ML Data-Pipeline Ingestion - Optimisation for scaling #32

Shakthieshwari · 2022-09-22T15:06:01Z

Shakthieshwari
Sep 22, 2022

Hello Team,

We are planning to do few ML Data Optimisation for scaling .
JIra Ticket Link :- https://project-sunbird.atlassian.net/browse/OB-57

Problem Statement :- Avoid Deletion of Projects Druid Datasource -> Program Dashboard CSV use this datasource

Reason for Deletion of Datasource :- Since the Status of the project vary every time and druid doesn't support updating a record, We are daily deleting the entire data from druid and re-ingesting the whole data into druid on a daily basis to get the updated status of a submission.

Concern :- Huge Data Handling

Approach(Solution) :- Please check this confluence doc https://project-sunbird.atlassian.net/l/cp/P7nq918u , we have detailed out the design.

Similar to OnDemandDruidExhaustJob, we need to create the OnDemandCassandraExhaustJob Data Product.

Please provide us your @SanthoshVasabhaktula @sowmya-dixit @anandp504 approval and suggestions, if we can go a head on this.

Cc- @aishwaryashikshalokam @Ashwiniev95 @Prateek-slokam @aks30 @kiranharidas187 @vijiurs @snehangsude

Please do the needful at the earliest, as this is very highest priority for the program launch.

Thanks

SanthoshVasabhaktula · 2022-09-23T06:55:48Z

SanthoshVasabhaktula
Sep 23, 2022
Maintainer

@Shakthieshwari

Druid is never supposed to be used as source of truth. There are two approaches over here:

If the source database is either Mongo or Cassandra and storing data in Druid as a snapshot for ease of querying, then apply mutations to druid instead of full restore (Druid does support updates). We can design a mutation framework to apply mutations to data-sources in Druid. Do not this is not a one release activity.
Alternative write custom data products to query the source database itself. In the above case what is the source database?
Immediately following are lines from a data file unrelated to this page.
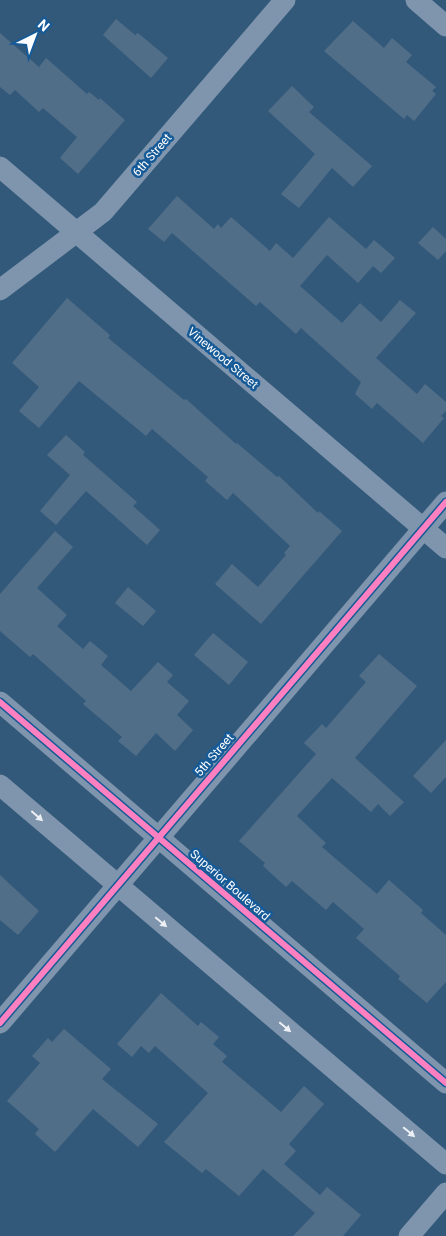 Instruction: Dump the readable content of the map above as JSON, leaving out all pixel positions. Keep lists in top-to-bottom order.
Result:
{
  "streets": {
    "street": [
      "6th Street",
      "Vinewood Street",
      "5th Street",
      "Superior Boulevard"
    ]
  },
  "crossings": [
    ["6th Street", "Vinewood Street"],
    ["Vinewood Street", "5th Street"],
    ["5th Street", "Superior Boulevard"]
  ],
  "north": "top right"
} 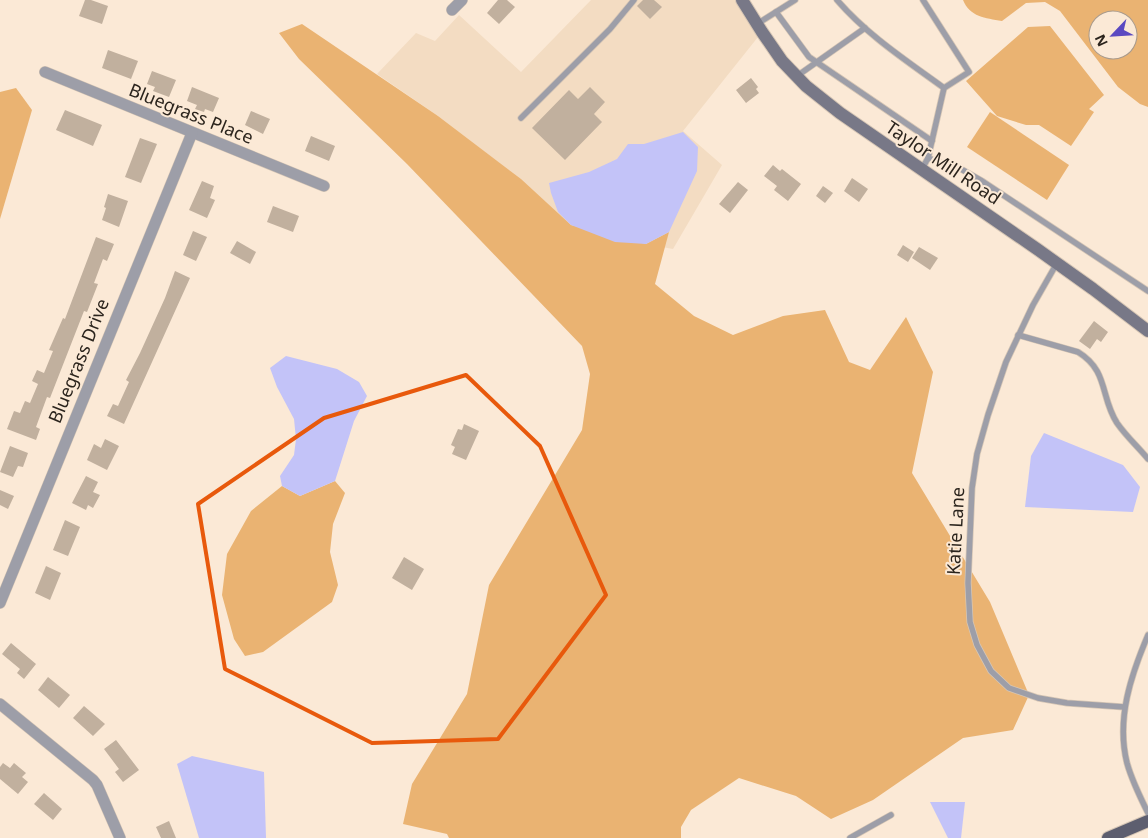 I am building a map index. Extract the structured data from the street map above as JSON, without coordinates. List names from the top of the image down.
{
  "streets": {
    "main road": ["Taylor Mill Road"],
    "street": ["Bluegrass Place", "Bluegrass Drive"],
    "lane": ["Katie Lane"]
  },
  "crossings": [
    ["Bluegrass Place", "Bluegrass Drive"],
    ["Taylor Mill Road", "Katie Lane"]
  ],
  "north": "bottom left"
}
In addition, don't generalize an exhaust job on Cassandra. Cassandra query patterns are different and needs to be fine tuned specific to corresponding tables similar to ProgressExhaust or ResponseExhaust. You can just create a ProjectExhaust dataproduct similar to ProgressExhaust.

3 replies

Shakthieshwari Sep 23, 2022
Author

Thanks @SanthoshVasabhaktula .

Yes, we agree . In the approach we suggested, we are not using druid at all.

Source Database will be cassandra.

Sure we will create a custom data products for our resource. Can you please confirm if this https://github.com/Sunbird-Lern/data-products/blob/release-5.0.0/lern-data-products/src/main/scala/org/sunbird/lms/exhaust/collection/ProgressExhaustJobV2.scala is the git repo ? we should refer and push our new data product to this repo ?

Thanks

SanthoshVasabhaktula Sep 23, 2022
Maintainer

Yes that is the right job, but not the right building block. Which building block does projects and observations fall into? Please create the job in that specific building block. If you are unsure, please discuss with Sunbird PM's to identify the right building block.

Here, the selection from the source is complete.